● Task brief: Each record should be copied exactly into the answer, and no picture should go with it.

● Excerpted records:
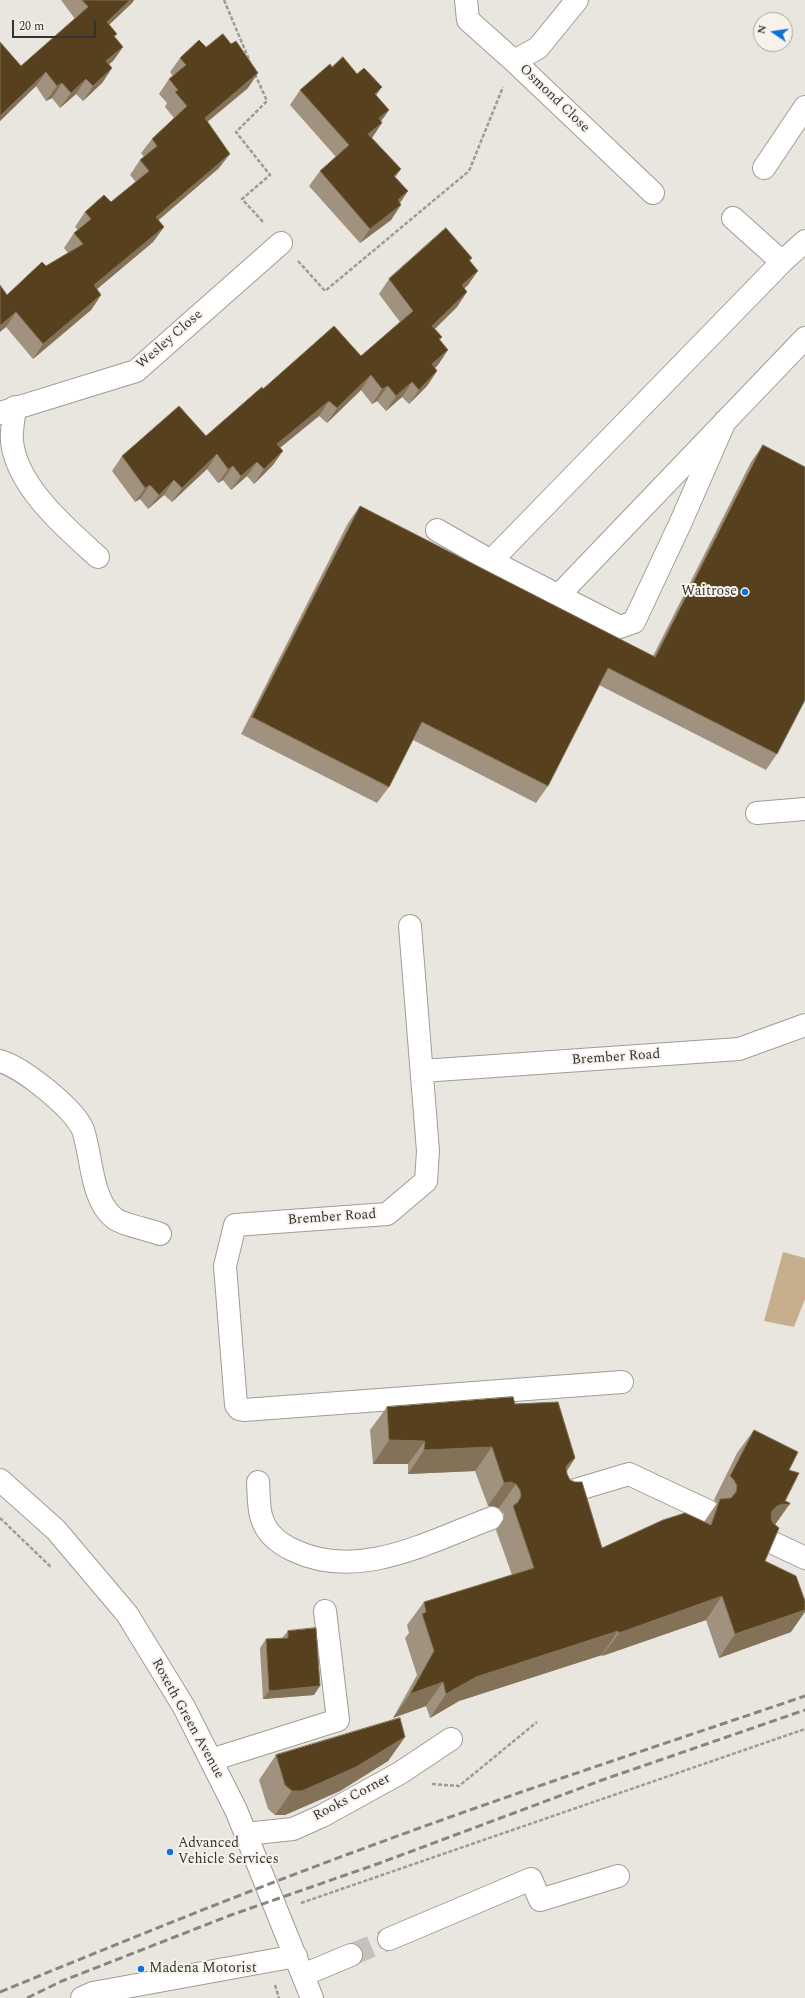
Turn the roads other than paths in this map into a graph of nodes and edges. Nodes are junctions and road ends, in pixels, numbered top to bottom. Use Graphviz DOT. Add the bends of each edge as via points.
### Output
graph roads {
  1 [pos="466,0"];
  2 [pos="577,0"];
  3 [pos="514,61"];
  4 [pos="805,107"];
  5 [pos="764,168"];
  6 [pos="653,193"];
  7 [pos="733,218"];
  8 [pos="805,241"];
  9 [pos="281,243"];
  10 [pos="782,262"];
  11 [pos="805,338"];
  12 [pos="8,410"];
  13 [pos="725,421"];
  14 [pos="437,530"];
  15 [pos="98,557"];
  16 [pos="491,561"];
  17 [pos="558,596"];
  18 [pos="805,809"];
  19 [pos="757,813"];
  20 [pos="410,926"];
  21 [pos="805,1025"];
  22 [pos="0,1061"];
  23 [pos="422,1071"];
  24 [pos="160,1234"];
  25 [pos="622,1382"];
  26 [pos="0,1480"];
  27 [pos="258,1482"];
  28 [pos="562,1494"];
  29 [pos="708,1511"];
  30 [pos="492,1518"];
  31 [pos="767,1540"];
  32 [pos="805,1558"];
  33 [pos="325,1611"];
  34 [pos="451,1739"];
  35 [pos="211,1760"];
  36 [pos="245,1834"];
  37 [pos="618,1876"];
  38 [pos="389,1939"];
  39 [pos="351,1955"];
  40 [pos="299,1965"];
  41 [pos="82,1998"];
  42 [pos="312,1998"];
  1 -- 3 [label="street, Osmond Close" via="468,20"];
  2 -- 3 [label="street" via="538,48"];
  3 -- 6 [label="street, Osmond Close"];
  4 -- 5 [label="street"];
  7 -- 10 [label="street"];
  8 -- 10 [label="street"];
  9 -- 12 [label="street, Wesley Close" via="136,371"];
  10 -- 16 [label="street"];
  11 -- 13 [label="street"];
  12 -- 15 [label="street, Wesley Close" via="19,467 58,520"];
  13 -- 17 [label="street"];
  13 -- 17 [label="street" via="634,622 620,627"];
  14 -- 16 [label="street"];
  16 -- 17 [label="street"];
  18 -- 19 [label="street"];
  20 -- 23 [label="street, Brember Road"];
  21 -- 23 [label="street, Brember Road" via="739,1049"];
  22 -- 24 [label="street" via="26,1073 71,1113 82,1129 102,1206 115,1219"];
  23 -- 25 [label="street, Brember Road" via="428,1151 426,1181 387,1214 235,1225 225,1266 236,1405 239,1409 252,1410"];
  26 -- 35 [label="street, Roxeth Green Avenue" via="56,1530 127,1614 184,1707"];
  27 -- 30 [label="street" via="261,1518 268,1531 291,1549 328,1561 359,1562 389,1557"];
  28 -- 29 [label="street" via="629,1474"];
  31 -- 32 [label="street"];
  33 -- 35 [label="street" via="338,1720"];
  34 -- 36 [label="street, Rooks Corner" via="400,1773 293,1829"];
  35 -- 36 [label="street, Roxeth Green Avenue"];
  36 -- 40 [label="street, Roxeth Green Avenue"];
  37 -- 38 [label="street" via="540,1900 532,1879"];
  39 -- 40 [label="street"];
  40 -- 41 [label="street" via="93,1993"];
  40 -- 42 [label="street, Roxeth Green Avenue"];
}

● Answer box:
Turn the roads other than paths in this map into a graph of nodes and edges. Nodes are junctions and road ends, in pixels, numbered top to bottom. Use Graphviz DOT. Add the bends of each edge as via points.
### Output
graph roads {
  1 [pos="466,0"];
  2 [pos="577,0"];
  3 [pos="514,61"];
  4 [pos="805,107"];
  5 [pos="764,168"];
  6 [pos="653,193"];
  7 [pos="733,218"];
  8 [pos="805,241"];
  9 [pos="281,243"];
  10 [pos="782,262"];
  11 [pos="805,338"];
  12 [pos="8,410"];
  13 [pos="725,421"];
  14 [pos="437,530"];
  15 [pos="98,557"];
  16 [pos="491,561"];
  17 [pos="558,596"];
  18 [pos="805,809"];
  19 [pos="757,813"];
  20 [pos="410,926"];
  21 [pos="805,1025"];
  22 [pos="0,1061"];
  23 [pos="422,1071"];
  24 [pos="160,1234"];
  25 [pos="622,1382"];
  26 [pos="0,1480"];
  27 [pos="258,1482"];
  28 [pos="562,1494"];
  29 [pos="708,1511"];
  30 [pos="492,1518"];
  31 [pos="767,1540"];
  32 [pos="805,1558"];
  33 [pos="325,1611"];
  34 [pos="451,1739"];
  35 [pos="211,1760"];
  36 [pos="245,1834"];
  37 [pos="618,1876"];
  38 [pos="389,1939"];
  39 [pos="351,1955"];
  40 [pos="299,1965"];
  41 [pos="82,1998"];
  42 [pos="312,1998"];
  1 -- 3 [label="street, Osmond Close" via="468,20"];
  2 -- 3 [label="street" via="538,48"];
  3 -- 6 [label="street, Osmond Close"];
  4 -- 5 [label="street"];
  7 -- 10 [label="street"];
  8 -- 10 [label="street"];
  9 -- 12 [label="street, Wesley Close" via="136,371"];
  10 -- 16 [label="street"];
  11 -- 13 [label="street"];
  12 -- 15 [label="street, Wesley Close" via="19,467 58,520"];
  13 -- 17 [label="street"];
  13 -- 17 [label="street" via="634,622 620,627"];
  14 -- 16 [label="street"];
  16 -- 17 [label="street"];
  18 -- 19 [label="street"];
  20 -- 23 [label="street, Brember Road"];
  21 -- 23 [label="street, Brember Road" via="739,1049"];
  22 -- 24 [label="street" via="26,1073 71,1113 82,1129 102,1206 115,1219"];
  23 -- 25 [label="street, Brember Road" via="428,1151 426,1181 387,1214 235,1225 225,1266 236,1405 239,1409 252,1410"];
  26 -- 35 [label="street, Roxeth Green Avenue" via="56,1530 127,1614 184,1707"];
  27 -- 30 [label="street" via="261,1518 268,1531 291,1549 328,1561 359,1562 389,1557"];
  28 -- 29 [label="street" via="629,1474"];
  31 -- 32 [label="street"];
  33 -- 35 [label="street" via="338,1720"];
  34 -- 36 [label="street, Rooks Corner" via="400,1773 293,1829"];
  35 -- 36 [label="street, Roxeth Green Avenue"];
  36 -- 40 [label="street, Roxeth Green Avenue"];
  37 -- 38 [label="street" via="540,1900 532,1879"];
  39 -- 40 [label="street"];
  40 -- 41 [label="street" via="93,1993"];
  40 -- 42 [label="street, Roxeth Green Avenue"];
}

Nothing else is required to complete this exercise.